INSTRUCTIONS TO FOLLOW — Present the count of lines in the entries below that hold "each", and present nothing else.

RECORDS SUPPLIED —
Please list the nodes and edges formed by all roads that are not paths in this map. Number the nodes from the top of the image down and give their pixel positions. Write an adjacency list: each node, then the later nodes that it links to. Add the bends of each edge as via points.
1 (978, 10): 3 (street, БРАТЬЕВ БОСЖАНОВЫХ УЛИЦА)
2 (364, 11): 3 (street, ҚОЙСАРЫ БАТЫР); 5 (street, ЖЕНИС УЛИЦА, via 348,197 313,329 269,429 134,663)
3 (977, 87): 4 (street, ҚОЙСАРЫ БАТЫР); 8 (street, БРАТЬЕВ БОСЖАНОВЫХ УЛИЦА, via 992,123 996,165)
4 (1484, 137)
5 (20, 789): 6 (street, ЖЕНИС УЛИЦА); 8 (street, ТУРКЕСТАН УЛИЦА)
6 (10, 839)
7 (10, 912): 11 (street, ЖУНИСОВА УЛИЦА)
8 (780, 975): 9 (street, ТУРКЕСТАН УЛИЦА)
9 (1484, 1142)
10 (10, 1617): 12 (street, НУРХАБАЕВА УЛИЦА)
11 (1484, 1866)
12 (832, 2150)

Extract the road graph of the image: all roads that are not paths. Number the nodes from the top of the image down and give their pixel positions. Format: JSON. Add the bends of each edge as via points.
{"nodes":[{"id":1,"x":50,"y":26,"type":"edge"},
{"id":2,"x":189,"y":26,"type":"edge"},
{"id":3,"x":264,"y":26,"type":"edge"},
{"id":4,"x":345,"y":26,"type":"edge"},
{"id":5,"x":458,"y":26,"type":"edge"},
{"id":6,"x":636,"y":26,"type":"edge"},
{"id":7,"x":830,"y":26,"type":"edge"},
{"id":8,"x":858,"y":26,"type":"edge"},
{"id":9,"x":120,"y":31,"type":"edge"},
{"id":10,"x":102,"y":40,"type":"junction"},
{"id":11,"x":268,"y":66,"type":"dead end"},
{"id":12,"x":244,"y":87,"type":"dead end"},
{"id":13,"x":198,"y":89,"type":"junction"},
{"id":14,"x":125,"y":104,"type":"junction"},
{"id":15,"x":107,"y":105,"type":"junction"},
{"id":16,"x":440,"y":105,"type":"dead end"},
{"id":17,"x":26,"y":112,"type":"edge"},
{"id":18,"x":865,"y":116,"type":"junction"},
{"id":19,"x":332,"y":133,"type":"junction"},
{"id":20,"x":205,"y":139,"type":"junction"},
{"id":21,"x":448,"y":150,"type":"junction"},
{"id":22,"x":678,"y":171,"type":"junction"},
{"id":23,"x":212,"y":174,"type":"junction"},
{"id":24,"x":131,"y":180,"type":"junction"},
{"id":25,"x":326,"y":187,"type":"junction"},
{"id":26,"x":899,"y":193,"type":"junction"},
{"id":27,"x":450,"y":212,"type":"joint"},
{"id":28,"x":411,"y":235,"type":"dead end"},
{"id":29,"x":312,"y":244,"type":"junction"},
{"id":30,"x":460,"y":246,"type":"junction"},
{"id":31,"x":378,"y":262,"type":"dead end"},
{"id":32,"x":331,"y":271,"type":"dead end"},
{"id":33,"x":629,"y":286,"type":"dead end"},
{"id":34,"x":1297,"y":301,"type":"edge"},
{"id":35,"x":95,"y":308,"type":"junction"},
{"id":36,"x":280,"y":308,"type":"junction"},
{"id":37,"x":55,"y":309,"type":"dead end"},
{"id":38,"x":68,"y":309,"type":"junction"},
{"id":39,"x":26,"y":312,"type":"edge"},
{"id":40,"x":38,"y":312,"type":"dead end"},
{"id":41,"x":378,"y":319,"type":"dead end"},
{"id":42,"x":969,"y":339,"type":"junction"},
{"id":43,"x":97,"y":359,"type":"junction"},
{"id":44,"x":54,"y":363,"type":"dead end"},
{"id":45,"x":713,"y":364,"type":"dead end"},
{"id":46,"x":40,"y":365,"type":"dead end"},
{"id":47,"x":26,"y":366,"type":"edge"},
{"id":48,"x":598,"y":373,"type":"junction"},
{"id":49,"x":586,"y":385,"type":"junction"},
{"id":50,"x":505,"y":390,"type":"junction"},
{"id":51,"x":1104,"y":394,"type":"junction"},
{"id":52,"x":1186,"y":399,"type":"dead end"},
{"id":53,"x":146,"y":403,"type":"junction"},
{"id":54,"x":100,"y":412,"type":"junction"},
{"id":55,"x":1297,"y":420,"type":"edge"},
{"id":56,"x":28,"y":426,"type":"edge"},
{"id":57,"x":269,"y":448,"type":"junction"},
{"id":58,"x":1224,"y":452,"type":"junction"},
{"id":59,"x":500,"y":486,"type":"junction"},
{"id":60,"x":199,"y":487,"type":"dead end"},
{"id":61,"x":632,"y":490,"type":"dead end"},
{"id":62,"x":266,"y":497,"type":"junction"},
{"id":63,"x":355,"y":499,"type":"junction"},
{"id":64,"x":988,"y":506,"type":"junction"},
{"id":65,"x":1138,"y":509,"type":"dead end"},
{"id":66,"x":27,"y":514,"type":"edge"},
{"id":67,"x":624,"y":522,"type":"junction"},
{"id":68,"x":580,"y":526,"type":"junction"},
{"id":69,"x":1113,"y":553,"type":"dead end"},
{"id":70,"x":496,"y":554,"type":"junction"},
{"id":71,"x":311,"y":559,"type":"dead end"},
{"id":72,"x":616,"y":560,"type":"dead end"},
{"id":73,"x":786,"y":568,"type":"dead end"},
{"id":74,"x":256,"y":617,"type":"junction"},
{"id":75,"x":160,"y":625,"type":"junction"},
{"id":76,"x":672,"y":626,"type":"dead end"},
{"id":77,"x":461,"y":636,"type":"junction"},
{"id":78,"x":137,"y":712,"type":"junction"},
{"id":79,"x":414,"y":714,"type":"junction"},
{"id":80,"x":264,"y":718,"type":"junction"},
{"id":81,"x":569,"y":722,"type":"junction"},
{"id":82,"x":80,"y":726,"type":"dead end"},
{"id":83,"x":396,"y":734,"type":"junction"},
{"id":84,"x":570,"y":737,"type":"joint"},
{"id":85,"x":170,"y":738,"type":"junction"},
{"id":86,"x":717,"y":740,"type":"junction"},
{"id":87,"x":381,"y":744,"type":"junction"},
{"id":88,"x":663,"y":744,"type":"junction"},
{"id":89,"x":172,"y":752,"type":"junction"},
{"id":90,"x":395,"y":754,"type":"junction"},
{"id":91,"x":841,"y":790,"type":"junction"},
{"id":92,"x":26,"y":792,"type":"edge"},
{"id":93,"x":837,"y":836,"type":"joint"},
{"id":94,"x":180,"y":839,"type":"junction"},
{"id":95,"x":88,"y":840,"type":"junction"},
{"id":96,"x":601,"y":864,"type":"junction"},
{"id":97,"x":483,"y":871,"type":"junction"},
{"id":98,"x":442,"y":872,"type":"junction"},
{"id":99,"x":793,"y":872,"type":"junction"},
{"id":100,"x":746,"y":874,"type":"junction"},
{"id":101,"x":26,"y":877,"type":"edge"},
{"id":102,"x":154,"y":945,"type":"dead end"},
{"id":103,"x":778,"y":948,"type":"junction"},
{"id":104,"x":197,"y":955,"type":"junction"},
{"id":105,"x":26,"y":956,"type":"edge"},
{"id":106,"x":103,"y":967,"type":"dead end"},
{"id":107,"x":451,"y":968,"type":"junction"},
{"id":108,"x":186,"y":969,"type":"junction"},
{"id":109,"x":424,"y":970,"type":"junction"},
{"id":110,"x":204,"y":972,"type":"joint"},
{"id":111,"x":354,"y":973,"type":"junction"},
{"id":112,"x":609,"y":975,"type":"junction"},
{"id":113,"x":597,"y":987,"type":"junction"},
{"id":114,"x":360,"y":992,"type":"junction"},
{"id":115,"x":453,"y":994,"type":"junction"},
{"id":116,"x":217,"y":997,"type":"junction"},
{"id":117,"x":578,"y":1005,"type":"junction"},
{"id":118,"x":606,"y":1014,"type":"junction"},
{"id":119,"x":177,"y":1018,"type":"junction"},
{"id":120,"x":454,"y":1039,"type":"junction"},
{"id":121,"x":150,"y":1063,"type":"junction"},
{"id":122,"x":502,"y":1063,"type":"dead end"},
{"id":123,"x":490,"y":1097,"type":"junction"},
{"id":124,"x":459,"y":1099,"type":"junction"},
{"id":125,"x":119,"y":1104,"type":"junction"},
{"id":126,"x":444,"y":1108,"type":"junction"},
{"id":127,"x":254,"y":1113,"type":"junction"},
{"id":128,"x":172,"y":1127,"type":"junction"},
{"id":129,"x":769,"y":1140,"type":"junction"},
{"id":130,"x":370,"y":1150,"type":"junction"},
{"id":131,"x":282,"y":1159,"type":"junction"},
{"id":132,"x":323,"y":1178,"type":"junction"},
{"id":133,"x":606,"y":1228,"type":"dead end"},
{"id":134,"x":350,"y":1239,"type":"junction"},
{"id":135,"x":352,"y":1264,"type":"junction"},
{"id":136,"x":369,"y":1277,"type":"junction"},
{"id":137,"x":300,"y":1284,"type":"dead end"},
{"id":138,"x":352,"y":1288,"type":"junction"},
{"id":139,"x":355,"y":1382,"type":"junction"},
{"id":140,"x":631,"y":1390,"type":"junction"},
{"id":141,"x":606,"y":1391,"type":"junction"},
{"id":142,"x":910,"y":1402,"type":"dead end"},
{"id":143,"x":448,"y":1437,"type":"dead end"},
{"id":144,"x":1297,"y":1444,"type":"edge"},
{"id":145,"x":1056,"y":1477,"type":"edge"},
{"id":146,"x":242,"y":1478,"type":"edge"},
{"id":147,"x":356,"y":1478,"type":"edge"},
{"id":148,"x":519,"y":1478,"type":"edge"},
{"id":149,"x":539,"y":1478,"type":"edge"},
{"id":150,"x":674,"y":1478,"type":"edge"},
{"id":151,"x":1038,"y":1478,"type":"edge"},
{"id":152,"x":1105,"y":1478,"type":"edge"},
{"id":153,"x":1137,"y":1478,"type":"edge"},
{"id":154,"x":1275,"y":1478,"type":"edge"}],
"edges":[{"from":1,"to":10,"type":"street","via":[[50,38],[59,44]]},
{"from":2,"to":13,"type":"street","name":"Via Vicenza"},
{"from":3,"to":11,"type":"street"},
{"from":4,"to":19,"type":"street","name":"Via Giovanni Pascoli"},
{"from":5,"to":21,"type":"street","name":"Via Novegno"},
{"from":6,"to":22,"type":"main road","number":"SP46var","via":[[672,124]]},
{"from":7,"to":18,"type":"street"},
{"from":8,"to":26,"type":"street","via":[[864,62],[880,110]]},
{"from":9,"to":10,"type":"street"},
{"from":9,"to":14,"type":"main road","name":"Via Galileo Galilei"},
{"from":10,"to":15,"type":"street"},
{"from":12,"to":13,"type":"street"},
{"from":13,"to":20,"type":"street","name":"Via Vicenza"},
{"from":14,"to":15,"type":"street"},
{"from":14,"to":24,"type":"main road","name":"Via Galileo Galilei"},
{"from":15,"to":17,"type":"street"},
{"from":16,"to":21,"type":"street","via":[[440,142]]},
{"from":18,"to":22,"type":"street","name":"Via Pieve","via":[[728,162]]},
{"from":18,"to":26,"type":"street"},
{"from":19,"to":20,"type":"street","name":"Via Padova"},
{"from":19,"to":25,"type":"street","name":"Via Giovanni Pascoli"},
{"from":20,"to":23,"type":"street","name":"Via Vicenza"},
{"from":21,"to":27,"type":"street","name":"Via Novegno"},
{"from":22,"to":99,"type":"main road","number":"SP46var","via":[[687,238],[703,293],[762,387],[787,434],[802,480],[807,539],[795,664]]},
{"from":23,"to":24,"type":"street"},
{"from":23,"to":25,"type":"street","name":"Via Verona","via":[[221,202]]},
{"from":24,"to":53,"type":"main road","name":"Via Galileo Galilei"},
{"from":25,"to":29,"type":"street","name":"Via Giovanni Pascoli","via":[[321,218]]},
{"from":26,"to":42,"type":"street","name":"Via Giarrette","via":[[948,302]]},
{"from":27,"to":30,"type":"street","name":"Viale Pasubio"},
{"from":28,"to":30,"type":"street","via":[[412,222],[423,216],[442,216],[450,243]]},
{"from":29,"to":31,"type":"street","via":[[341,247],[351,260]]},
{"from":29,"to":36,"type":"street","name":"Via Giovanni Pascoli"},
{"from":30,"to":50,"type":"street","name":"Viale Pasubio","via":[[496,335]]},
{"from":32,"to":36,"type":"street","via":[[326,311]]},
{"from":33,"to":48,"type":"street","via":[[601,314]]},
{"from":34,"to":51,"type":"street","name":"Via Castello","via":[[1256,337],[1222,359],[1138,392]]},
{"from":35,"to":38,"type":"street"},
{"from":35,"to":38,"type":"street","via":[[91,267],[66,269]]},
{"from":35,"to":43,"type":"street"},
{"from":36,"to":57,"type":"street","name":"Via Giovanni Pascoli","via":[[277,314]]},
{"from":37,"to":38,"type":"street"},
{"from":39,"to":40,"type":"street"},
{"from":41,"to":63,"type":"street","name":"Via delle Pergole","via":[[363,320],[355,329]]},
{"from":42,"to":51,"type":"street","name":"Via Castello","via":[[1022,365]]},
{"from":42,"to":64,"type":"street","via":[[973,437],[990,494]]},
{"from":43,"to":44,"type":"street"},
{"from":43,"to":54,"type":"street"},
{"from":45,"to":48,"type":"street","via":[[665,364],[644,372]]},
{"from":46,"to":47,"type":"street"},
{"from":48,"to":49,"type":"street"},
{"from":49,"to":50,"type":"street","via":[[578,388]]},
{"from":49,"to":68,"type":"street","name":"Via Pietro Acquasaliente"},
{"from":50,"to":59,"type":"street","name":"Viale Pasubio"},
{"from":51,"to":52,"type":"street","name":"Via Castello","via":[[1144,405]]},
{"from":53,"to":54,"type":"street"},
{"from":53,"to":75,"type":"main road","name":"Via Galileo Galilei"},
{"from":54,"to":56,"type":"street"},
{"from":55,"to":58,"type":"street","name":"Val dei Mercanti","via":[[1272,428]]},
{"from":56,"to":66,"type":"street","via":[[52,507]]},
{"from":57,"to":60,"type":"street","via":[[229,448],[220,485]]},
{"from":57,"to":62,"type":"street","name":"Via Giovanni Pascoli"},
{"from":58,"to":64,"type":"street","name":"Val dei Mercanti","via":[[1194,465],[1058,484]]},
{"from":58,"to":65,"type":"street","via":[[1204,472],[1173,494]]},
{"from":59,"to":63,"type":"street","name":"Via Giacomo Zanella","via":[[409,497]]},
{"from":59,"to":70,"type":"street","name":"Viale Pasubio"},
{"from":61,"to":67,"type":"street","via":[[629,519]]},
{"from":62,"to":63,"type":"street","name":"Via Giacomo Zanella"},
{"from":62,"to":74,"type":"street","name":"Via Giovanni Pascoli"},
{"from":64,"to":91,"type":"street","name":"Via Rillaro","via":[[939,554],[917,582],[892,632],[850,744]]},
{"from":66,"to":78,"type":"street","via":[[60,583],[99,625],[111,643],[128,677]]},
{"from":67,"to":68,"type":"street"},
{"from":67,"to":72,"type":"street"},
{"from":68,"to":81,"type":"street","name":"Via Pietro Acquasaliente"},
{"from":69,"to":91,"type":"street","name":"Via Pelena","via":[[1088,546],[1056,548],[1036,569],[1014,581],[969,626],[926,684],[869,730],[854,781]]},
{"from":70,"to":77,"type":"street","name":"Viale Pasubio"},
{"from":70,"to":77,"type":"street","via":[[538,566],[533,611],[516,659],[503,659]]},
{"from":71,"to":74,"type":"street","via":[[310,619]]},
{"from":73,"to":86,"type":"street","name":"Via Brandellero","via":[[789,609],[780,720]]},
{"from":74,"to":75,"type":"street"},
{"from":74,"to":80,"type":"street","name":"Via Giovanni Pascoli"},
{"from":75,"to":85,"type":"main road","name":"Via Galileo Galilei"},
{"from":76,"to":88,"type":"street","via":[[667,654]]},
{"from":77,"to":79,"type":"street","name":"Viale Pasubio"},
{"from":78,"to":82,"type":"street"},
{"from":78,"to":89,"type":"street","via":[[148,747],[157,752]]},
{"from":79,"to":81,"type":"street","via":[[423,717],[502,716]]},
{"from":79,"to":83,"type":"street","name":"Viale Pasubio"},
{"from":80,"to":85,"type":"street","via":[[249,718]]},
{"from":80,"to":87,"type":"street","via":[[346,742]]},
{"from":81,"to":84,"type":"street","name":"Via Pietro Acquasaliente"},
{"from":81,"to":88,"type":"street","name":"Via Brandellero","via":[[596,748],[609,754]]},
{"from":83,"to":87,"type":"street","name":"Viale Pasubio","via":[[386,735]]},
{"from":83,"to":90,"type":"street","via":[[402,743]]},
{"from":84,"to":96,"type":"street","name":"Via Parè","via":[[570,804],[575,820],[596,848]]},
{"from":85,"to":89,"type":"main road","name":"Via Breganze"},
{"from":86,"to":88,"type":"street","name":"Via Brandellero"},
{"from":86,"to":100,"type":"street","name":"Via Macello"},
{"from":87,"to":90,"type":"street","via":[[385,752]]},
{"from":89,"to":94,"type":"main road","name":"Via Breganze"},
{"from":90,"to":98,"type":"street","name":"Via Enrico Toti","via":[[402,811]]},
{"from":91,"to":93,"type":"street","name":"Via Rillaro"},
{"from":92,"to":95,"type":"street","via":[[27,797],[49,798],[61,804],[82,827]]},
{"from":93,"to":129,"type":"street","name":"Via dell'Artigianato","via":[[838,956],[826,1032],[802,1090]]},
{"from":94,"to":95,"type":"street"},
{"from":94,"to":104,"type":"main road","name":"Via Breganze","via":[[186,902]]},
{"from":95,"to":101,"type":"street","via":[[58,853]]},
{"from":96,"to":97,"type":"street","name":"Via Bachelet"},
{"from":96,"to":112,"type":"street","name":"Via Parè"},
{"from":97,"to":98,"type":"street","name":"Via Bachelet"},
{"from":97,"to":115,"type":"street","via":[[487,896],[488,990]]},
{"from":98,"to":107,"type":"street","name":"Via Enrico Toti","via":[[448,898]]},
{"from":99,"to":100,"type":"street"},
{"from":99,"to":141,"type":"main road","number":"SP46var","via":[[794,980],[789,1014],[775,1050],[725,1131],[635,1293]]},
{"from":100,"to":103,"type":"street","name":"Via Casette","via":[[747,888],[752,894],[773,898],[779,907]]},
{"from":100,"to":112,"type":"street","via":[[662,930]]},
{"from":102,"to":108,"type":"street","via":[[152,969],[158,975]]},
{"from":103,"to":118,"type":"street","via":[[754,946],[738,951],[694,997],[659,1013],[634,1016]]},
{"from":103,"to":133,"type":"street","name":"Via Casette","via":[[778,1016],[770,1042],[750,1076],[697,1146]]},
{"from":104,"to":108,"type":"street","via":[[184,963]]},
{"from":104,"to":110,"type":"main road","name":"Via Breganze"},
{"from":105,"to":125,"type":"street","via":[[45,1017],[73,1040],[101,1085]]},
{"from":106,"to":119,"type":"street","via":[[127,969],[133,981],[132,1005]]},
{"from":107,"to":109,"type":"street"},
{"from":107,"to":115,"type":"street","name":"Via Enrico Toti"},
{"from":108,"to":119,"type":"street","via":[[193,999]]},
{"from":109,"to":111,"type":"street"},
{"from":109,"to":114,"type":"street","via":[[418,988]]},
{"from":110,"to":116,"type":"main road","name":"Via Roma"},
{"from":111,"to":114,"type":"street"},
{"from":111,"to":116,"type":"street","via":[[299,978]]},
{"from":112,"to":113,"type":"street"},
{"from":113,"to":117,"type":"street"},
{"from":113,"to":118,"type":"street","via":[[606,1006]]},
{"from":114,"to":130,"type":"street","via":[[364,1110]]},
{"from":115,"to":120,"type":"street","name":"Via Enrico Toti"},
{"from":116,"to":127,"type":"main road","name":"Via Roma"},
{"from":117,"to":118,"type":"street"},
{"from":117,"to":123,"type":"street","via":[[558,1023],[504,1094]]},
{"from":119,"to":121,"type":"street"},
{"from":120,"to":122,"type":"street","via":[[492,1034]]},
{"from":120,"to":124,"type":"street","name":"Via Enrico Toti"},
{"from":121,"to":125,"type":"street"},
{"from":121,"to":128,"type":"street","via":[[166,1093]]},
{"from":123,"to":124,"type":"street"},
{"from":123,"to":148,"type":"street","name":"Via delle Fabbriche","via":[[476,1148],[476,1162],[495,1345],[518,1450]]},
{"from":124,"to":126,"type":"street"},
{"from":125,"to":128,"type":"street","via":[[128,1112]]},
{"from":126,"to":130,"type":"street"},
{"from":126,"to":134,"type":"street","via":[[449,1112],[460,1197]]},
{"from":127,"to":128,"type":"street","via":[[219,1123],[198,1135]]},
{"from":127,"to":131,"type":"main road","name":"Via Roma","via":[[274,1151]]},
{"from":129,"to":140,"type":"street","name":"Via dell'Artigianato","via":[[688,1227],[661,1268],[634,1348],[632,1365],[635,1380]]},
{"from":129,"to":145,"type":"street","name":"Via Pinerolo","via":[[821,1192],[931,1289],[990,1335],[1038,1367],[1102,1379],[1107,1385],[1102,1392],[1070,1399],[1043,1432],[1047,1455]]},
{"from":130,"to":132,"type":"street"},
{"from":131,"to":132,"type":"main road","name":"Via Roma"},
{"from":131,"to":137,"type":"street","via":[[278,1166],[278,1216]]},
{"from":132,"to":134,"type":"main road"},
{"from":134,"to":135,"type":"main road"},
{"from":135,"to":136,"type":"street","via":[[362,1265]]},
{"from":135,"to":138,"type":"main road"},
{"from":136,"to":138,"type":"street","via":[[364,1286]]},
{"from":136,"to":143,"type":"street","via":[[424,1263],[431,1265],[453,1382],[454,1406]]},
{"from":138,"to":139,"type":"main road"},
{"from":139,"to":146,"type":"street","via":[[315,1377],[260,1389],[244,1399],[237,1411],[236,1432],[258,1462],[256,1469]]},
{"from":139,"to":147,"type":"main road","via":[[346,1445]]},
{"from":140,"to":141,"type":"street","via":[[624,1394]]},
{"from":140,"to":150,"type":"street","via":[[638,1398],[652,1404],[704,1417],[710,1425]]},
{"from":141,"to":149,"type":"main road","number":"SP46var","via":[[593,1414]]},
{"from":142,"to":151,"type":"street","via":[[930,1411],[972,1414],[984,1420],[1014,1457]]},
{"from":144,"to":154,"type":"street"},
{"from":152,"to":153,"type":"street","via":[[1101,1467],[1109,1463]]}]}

ANSWER BOX — 2